Indeed. Unless you’re “green” and can give Corporation Big Foot a nice reflecting green glow and the moral superiority that goes along with it, your outstretched hands will stay empty. Be gone! There’s no money in corporate coffers for philanthropy.
Not that providing the news to the public should be left to philanthropists. But nor is receiving “the news” an entitlement of the people. If we expect those who profit from the public airwaves to offer us the people a public service by telling us “the news,” then we the people must demand it (rather than shrug and accept the circus performances on offer at the “cable news” shows as “news”).
Of course if we are no longer the audience but are rather the people formerly known as the audience, then that has to be factored in, too.
Either way, those who want to know what’s going on in the world around them will need to do more than sit passively in front of a box—or a flat panel. They’ll have to interact, and look around, and read, and judge for themselves the veracity and reliability of what they’re reading.

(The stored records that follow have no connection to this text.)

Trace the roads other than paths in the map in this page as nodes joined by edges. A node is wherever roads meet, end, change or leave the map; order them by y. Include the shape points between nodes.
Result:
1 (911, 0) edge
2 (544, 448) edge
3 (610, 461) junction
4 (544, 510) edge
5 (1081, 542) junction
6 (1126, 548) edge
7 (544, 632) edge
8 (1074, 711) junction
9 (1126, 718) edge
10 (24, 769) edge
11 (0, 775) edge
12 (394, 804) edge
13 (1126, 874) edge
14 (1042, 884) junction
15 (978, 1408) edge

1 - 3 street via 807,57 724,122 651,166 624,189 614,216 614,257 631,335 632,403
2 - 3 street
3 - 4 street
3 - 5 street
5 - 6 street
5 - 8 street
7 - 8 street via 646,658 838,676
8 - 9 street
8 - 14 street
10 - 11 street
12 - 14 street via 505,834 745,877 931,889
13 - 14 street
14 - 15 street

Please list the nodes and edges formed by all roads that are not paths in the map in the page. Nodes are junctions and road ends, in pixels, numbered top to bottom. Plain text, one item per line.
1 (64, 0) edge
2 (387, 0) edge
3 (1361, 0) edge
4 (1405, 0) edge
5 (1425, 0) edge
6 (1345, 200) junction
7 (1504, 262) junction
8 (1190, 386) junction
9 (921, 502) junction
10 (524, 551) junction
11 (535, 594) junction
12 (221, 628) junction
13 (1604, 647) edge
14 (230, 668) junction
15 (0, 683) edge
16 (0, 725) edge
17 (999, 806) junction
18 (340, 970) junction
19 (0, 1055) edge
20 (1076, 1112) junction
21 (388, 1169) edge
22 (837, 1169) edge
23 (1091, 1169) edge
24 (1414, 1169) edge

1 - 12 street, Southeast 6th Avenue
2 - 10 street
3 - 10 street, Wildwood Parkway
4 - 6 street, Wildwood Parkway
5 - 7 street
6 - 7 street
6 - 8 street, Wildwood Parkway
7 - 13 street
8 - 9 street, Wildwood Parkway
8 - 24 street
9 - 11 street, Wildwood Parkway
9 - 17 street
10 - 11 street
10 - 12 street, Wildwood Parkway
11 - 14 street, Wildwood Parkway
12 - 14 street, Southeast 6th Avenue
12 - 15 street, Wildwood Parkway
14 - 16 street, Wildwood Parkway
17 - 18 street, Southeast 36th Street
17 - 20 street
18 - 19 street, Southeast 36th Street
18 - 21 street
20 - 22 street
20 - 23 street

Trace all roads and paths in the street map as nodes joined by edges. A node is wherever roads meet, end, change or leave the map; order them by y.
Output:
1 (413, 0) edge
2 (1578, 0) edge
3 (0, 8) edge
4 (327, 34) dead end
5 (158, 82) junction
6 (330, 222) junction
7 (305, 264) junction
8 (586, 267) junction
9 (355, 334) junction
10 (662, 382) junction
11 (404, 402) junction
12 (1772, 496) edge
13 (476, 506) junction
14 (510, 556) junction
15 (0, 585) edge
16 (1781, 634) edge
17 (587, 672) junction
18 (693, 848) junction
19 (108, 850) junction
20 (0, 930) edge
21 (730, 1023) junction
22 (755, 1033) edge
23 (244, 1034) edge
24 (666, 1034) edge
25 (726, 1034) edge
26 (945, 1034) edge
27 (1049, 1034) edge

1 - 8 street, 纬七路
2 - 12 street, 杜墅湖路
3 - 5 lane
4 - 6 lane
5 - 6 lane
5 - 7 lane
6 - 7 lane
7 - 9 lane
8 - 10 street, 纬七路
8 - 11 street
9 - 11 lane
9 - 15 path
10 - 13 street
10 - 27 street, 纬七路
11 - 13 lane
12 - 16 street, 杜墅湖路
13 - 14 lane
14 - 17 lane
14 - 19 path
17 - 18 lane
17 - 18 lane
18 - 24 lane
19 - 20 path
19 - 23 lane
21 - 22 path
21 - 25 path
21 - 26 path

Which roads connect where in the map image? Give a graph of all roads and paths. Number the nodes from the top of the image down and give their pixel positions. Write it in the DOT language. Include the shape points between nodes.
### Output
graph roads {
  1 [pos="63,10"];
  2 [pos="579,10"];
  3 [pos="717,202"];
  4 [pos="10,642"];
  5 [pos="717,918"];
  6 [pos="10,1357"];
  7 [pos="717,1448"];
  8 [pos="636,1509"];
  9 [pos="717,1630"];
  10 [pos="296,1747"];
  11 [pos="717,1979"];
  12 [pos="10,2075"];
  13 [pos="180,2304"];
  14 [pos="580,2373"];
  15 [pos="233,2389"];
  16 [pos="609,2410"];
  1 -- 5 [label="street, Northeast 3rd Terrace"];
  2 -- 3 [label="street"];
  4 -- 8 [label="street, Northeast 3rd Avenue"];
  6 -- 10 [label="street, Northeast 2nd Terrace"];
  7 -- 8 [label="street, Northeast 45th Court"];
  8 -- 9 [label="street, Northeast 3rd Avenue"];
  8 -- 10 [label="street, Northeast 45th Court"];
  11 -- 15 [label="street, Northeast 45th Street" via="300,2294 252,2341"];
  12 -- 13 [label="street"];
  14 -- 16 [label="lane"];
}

Critical-thinking skills will be more important than ever in this brave new world.
Threaten them—and that’s exactly what Barack Obama did the other day:
Democrat Barack Obama said on Sunday he would pursue a vigorous antitrust policy if he becomes U.S. president and singled out the media industry as one area where government regulators would need to be watchful as consolidation increases.
“I will assure that we will have an antitrust division that is serious about pursuing cases,” the Illinois senator told an audience of mostly senior citizens in Oregon.
“There are going to be areas, in the media for example where we’re seeing more and more consolidation, that I think (it) is legitimate to ask…is the consumer being served?”
Matt Stoller sets up a likely scenario under an Obama administration [e.a.]:
It’s going to be really interesting to see how Obama’s administration takes on the media, and frankly, if I were a network executive, I’d be worried. The White House and Brian Williams may find the Pentagon Pundit scandal to be nothing more than what happens on liberal blogs, but Obama is wondering if their business model is really “serving the consumer,” and what the Justice Department might have to say about that.
His commenters are appalled:
He just gave himself the Kiss of Death. Guaranteed. … But now Obama is going to make the press go nuclear on him because he just made the biggest mistake one could ever make. …
And that mistake is saying you are going breakup the media conglomerates. You just don’t do that before you are elected. Rest assured that every, and I mean every writer and columnist, and broadcaster has got their marching orders and if they still want to be employed by the very people who Obama wants to hurt they will write what the boss wants them to write, say what the boss wants them to say, and do everything in their power that the boss gets what he wants and that is the defeat of Obama.
————
This seems like the sort of issue where you play nice during the election and knife the big media corporations in the back once elected.
————
If I was one of those who sacrificed financially so I could give to Obama and then he pulls a bone head move like this I would certainly want my money back.
What kind of good politician pisses on the very feet of the press who has the power to, figuratively speaking, politically assassinate him?
Yeah, I kinda wonder about that, and I keep coming back to the idea that Obama is, shall we say, a little overconfident at this point, and in love with the image of himself as the progressive hero who will save America.
Meanehile, he whines about the media’s “unfair” treatment of his wife, who’s out there battling for him—and saying stupid, intelligence-insulting things—night and day.
If she chooses to speak for him—and she certainly doesn’t hold back—then she’s fair game. It’s not faaaaaiiiiiiiiir. Wah wah wah.